Send back every record word for word, with nothing missing.

--- START ---

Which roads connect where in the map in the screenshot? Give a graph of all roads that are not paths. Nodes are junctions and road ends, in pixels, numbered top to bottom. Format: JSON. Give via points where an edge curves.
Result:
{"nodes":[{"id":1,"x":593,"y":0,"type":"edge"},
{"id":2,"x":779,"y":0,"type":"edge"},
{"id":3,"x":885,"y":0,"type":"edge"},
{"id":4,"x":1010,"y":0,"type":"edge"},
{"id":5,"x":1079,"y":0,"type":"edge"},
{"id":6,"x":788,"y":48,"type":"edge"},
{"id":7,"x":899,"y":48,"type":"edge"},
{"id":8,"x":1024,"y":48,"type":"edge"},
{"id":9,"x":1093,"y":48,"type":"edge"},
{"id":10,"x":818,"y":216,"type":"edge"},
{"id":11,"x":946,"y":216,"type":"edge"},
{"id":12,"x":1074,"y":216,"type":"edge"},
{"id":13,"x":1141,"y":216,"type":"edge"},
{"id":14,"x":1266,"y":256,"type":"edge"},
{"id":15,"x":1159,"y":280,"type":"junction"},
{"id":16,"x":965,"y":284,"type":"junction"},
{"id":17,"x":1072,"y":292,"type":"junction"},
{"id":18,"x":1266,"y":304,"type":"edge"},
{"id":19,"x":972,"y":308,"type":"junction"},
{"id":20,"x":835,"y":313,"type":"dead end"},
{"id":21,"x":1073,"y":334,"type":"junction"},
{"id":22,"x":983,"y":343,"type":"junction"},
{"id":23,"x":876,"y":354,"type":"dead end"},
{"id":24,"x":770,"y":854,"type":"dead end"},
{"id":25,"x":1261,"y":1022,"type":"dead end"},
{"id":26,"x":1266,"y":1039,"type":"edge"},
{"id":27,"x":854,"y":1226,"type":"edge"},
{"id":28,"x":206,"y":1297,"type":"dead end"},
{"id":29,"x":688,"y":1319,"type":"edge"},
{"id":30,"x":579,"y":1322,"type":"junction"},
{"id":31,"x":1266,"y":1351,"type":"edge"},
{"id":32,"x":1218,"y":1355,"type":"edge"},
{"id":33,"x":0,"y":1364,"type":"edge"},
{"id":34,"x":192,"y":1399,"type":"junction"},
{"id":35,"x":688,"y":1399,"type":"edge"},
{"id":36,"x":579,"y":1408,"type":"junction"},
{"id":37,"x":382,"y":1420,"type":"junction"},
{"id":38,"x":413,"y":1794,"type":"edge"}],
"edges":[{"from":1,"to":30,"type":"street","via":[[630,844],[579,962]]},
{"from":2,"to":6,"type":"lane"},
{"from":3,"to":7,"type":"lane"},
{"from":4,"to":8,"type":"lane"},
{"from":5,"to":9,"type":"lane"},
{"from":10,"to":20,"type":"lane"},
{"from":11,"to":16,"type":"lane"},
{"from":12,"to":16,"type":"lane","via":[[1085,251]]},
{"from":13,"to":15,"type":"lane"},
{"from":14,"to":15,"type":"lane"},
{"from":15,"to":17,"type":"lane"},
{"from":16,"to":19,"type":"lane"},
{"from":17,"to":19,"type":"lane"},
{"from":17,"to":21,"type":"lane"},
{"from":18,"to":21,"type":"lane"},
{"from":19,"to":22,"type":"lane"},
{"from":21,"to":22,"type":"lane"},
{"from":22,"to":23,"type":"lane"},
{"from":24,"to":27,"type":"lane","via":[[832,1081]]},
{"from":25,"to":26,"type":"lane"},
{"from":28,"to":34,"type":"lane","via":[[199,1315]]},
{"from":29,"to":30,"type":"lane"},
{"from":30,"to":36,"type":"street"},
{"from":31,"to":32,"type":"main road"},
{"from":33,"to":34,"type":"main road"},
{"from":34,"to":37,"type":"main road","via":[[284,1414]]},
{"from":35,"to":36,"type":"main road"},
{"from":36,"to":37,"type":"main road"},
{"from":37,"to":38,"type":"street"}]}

--- END ---

### Completed task
Which roads connect where in the map in the screenshot? Give a graph of all roads that are not paths. Nodes are junctions and road ends, in pixels, numbered top to bottom. Format: JSON. Give via points where an edge curves.
Result:
{"nodes":[{"id":1,"x":593,"y":0,"type":"edge"},
{"id":2,"x":779,"y":0,"type":"edge"},
{"id":3,"x":885,"y":0,"type":"edge"},
{"id":4,"x":1010,"y":0,"type":"edge"},
{"id":5,"x":1079,"y":0,"type":"edge"},
{"id":6,"x":788,"y":48,"type":"edge"},
{"id":7,"x":899,"y":48,"type":"edge"},
{"id":8,"x":1024,"y":48,"type":"edge"},
{"id":9,"x":1093,"y":48,"type":"edge"},
{"id":10,"x":818,"y":216,"type":"edge"},
{"id":11,"x":946,"y":216,"type":"edge"},
{"id":12,"x":1074,"y":216,"type":"edge"},
{"id":13,"x":1141,"y":216,"type":"edge"},
{"id":14,"x":1266,"y":256,"type":"edge"},
{"id":15,"x":1159,"y":280,"type":"junction"},
{"id":16,"x":965,"y":284,"type":"junction"},
{"id":17,"x":1072,"y":292,"type":"junction"},
{"id":18,"x":1266,"y":304,"type":"edge"},
{"id":19,"x":972,"y":308,"type":"junction"},
{"id":20,"x":835,"y":313,"type":"dead end"},
{"id":21,"x":1073,"y":334,"type":"junction"},
{"id":22,"x":983,"y":343,"type":"junction"},
{"id":23,"x":876,"y":354,"type":"dead end"},
{"id":24,"x":770,"y":854,"type":"dead end"},
{"id":25,"x":1261,"y":1022,"type":"dead end"},
{"id":26,"x":1266,"y":1039,"type":"edge"},
{"id":27,"x":854,"y":1226,"type":"edge"},
{"id":28,"x":206,"y":1297,"type":"dead end"},
{"id":29,"x":688,"y":1319,"type":"edge"},
{"id":30,"x":579,"y":1322,"type":"junction"},
{"id":31,"x":1266,"y":1351,"type":"edge"},
{"id":32,"x":1218,"y":1355,"type":"edge"},
{"id":33,"x":0,"y":1364,"type":"edge"},
{"id":34,"x":192,"y":1399,"type":"junction"},
{"id":35,"x":688,"y":1399,"type":"edge"},
{"id":36,"x":579,"y":1408,"type":"junction"},
{"id":37,"x":382,"y":1420,"type":"junction"},
{"id":38,"x":413,"y":1794,"type":"edge"}],
"edges":[{"from":1,"to":30,"type":"street","via":[[630,844],[579,962]]},
{"from":2,"to":6,"type":"lane"},
{"from":3,"to":7,"type":"lane"},
{"from":4,"to":8,"type":"lane"},
{"from":5,"to":9,"type":"lane"},
{"from":10,"to":20,"type":"lane"},
{"from":11,"to":16,"type":"lane"},
{"from":12,"to":16,"type":"lane","via":[[1085,251]]},
{"from":13,"to":15,"type":"lane"},
{"from":14,"to":15,"type":"lane"},
{"from":15,"to":17,"type":"lane"},
{"from":16,"to":19,"type":"lane"},
{"from":17,"to":19,"type":"lane"},
{"from":17,"to":21,"type":"lane"},
{"from":18,"to":21,"type":"lane"},
{"from":19,"to":22,"type":"lane"},
{"from":21,"to":22,"type":"lane"},
{"from":22,"to":23,"type":"lane"},
{"from":24,"to":27,"type":"lane","via":[[832,1081]]},
{"from":25,"to":26,"type":"lane"},
{"from":28,"to":34,"type":"lane","via":[[199,1315]]},
{"from":29,"to":30,"type":"lane"},
{"from":30,"to":36,"type":"street"},
{"from":31,"to":32,"type":"main road"},
{"from":33,"to":34,"type":"main road"},
{"from":34,"to":37,"type":"main road","via":[[284,1414]]},
{"from":35,"to":36,"type":"main road"},
{"from":36,"to":37,"type":"main road"},
{"from":37,"to":38,"type":"street"}]}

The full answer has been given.